Tal como na maioria das grandes cidades da Europa, há 300 anos, em Lisboa (ainda antes do grande terramoto de 1755), começava a operar-se uma discreta mas significativa transformação: o surgimento do espaço público.
Primeiro que tudo, há uma mudança na forma como se encara a rua, as praças e a cidade como locais de cidadania, ao mesmo tempo que, surge aquilo a que podemos chamar de opinião pública, sobretudo (mas não só) através da popularização dos jornais.

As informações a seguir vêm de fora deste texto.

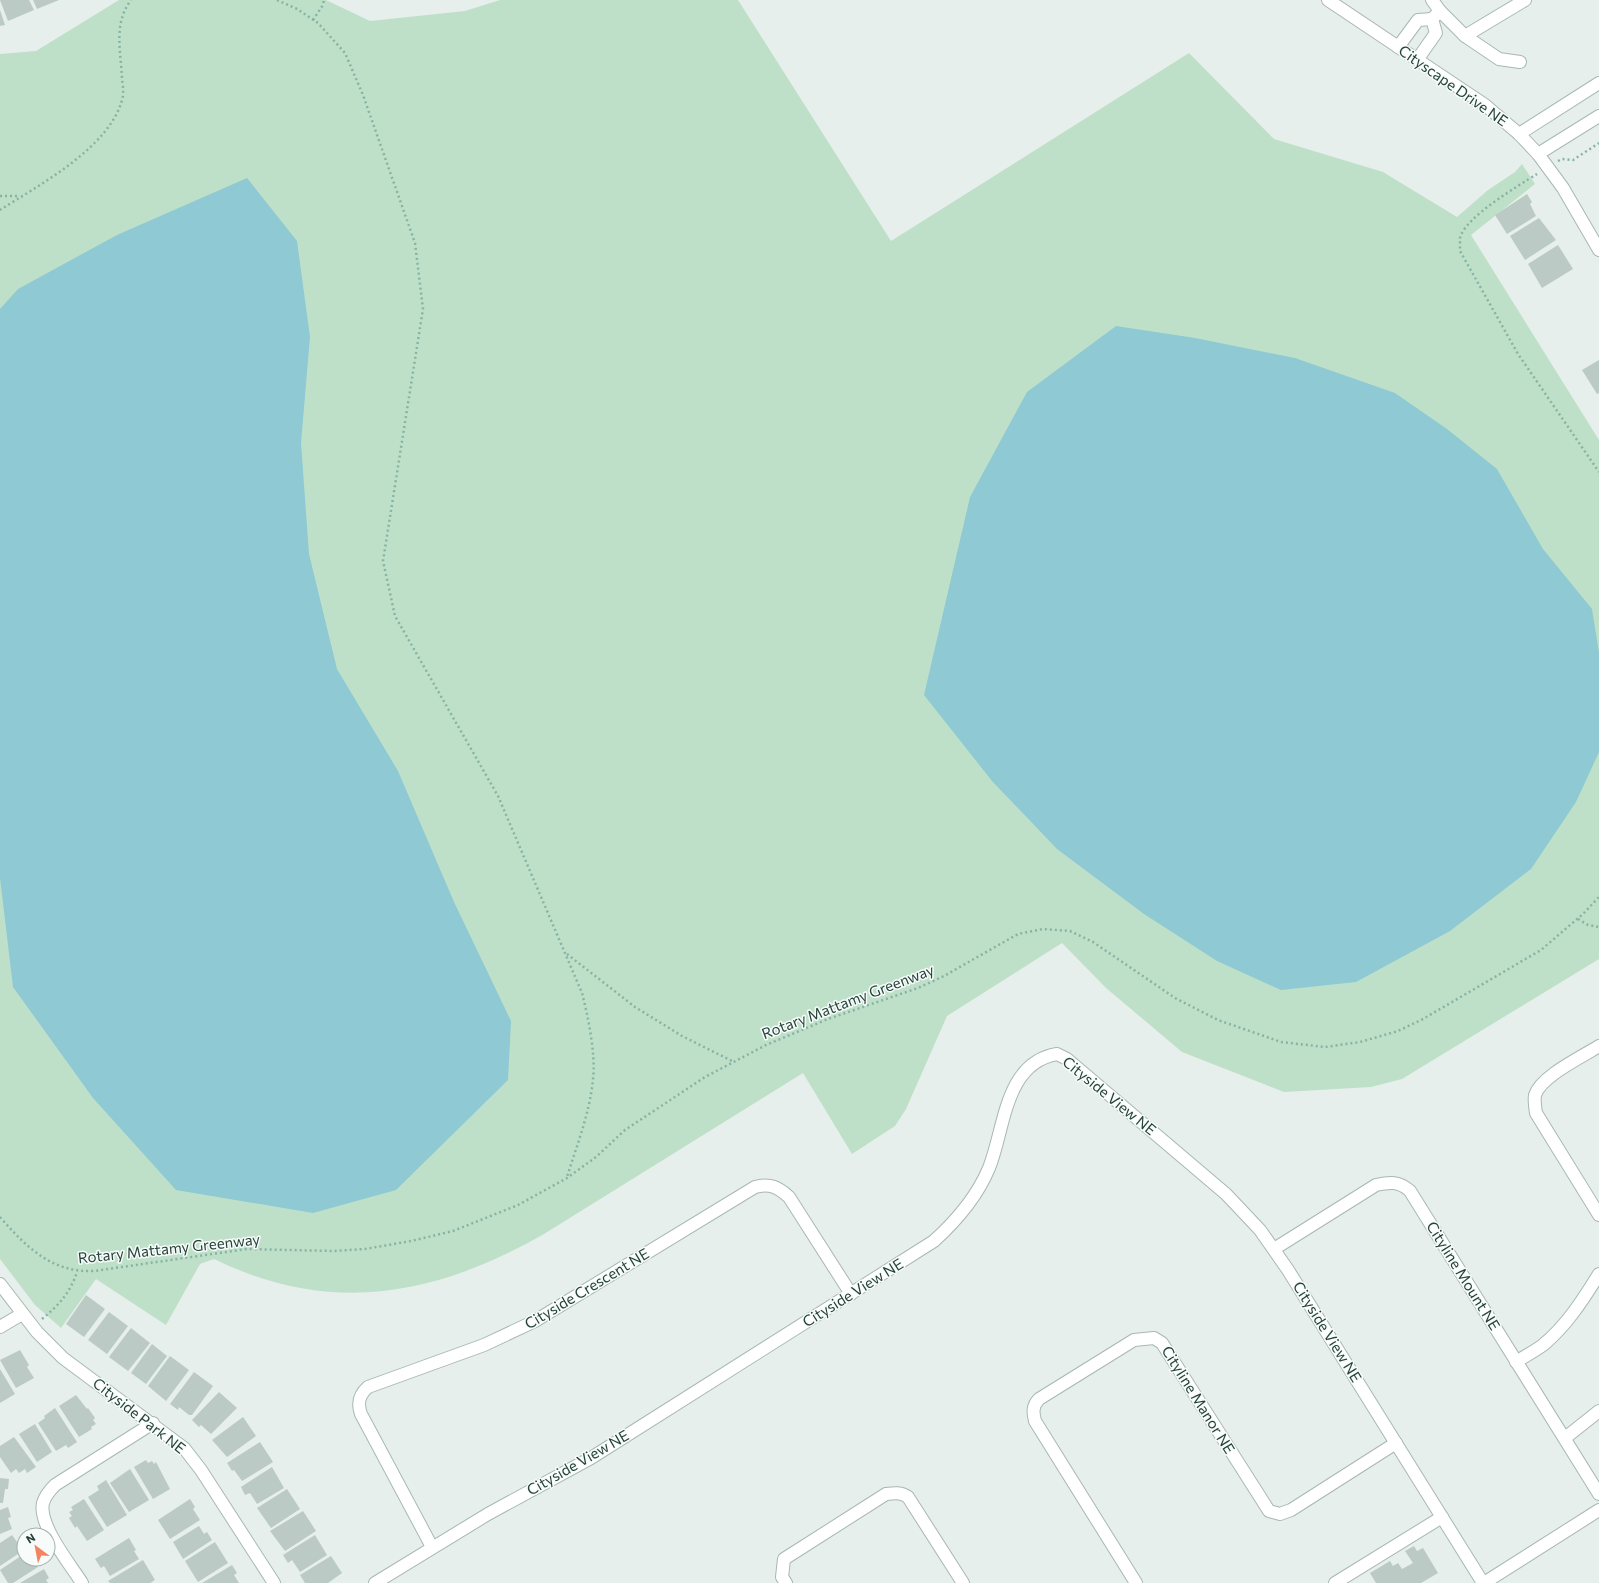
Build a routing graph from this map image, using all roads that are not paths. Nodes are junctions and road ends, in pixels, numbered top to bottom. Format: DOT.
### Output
graph roads {
  1 [pos="1328,0"];
  2 [pos="1432,0"];
  3 [pos="1525,0"];
  4 [pos="1436,15"];
  5 [pos="1466,36"];
  6 [pos="1398,47"];
  7 [pos="1417,60"];
  8 [pos="1520,62"];
  9 [pos="1599,83"];
  10 [pos="1599,116"];
  11 [pos="1519,134"];
  12 [pos="1538,154"];
  13 [pos="1597,242"];
  14 [pos="1599,1046"];
  15 [pos="1599,1215"];
  16 [pos="1274,1249"];
  17 [pos="1599,1274"];
  18 [pos="0,1284"];
  19 [pos="852,1294"];
  20 [pos="22,1314"];
  21 [pos="0,1327"];
  22 [pos="1516,1362"];
  23 [pos="1599,1411"];
  24 [pos="153,1423"];
  25 [pos="1565,1438"];
  26 [pos="1396,1443"];
  27 [pos="1599,1494"];
  28 [pos="1599,1510"];
  29 [pos="1442,1517"];
  30 [pos="432,1547"];
  31 [pos="82,1583"];
  32 [pos="274,1583"];
  33 [pos="375,1583"];
  34 [pos="786,1583"];
  35 [pos="963,1583"];
  36 [pos="1136,1583"];
  37 [pos="1335,1583"];
  38 [pos="1483,1583"];
  1 -- 6 [label="street, Cityscape Drive NE"];
  2 -- 4 [label="street"];
  3 -- 5 [label="street"];
  4 -- 5 [label="street"];
  4 -- 6 [label="street"];
  4 -- 7 [label="street"];
  5 -- 8 [label="street"];
  6 -- 7 [label="street, Cityscape Drive NE"];
  7 -- 11 [label="street, Cityscape Drive NE"];
  9 -- 11 [label="street"];
  10 -- 12 [label="street"];
  11 -- 12 [label="street, Cityscape Drive NE"];
  12 -- 13 [label="street, Cityscape Drive NE"];
  14 -- 15 [label="street"];
  16 -- 19 [label="street, Cityside View NE"];
  16 -- 22 [label="street, Cityline Mount NE"];
  16 -- 26 [label="street, Cityside View NE"];
  17 -- 22 [label="street"];
  18 -- 20 [label="street, Cityside Park NE"];
  19 -- 30 [label="street, Cityside View NE"];
  19 -- 30 [label="street, Cityside Crescent NE"];
  20 -- 21 [label="street"];
  20 -- 24 [label="street, Cityside Park NE"];
  22 -- 25 [label="street, Cityline Mount NE"];
  23 -- 25 [label="street"];
  24 -- 31 [label="street"];
  24 -- 32 [label="street, Cityside Park NE"];
  25 -- 27 [label="street, Cityline Mount NE"];
  26 -- 29 [label="street, Cityside View NE"];
  26 -- 36 [label="street, Cityline Manor NE"];
  28 -- 38 [label="street"];
  29 -- 37 [label="street"];
  29 -- 38 [label="street, Cityside View NE"];
  30 -- 33 [label="street, Cityside View NE"];
  34 -- 35 [label="street"];
}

É neste ambiente que ganham sentido os espaços semi-públicos, como os salões, os teatros, e os locais para consumo de bebidas e comidas: vendas, tabernas, casas de pasto e, de forma cada vez mais pronunciada, os cafés. Importantes polos de socialização, cada um com as suas características, regras, clientelas e produtos: do omnipresente vinho, aguardentes e cerveja, às bebidas finas importadas, como o ponche, a filipina e o genebra – o célebre gin.
Em cada um destes lugares comiam-se diferentes iguarias: dos peixes mais corriqueiros e baratos (como a cavala e a sardinha) até aos assados mais elaborados (carne, peixes, pasteis e doçarias). Espaços tendencialmente masculinos, eram altamente vigiados (porque eram incómodos para os diversos poderes vigentes), já que eram poiso de revolucionários, intelectuais, marginais, ou do simples e anónimo cidadão.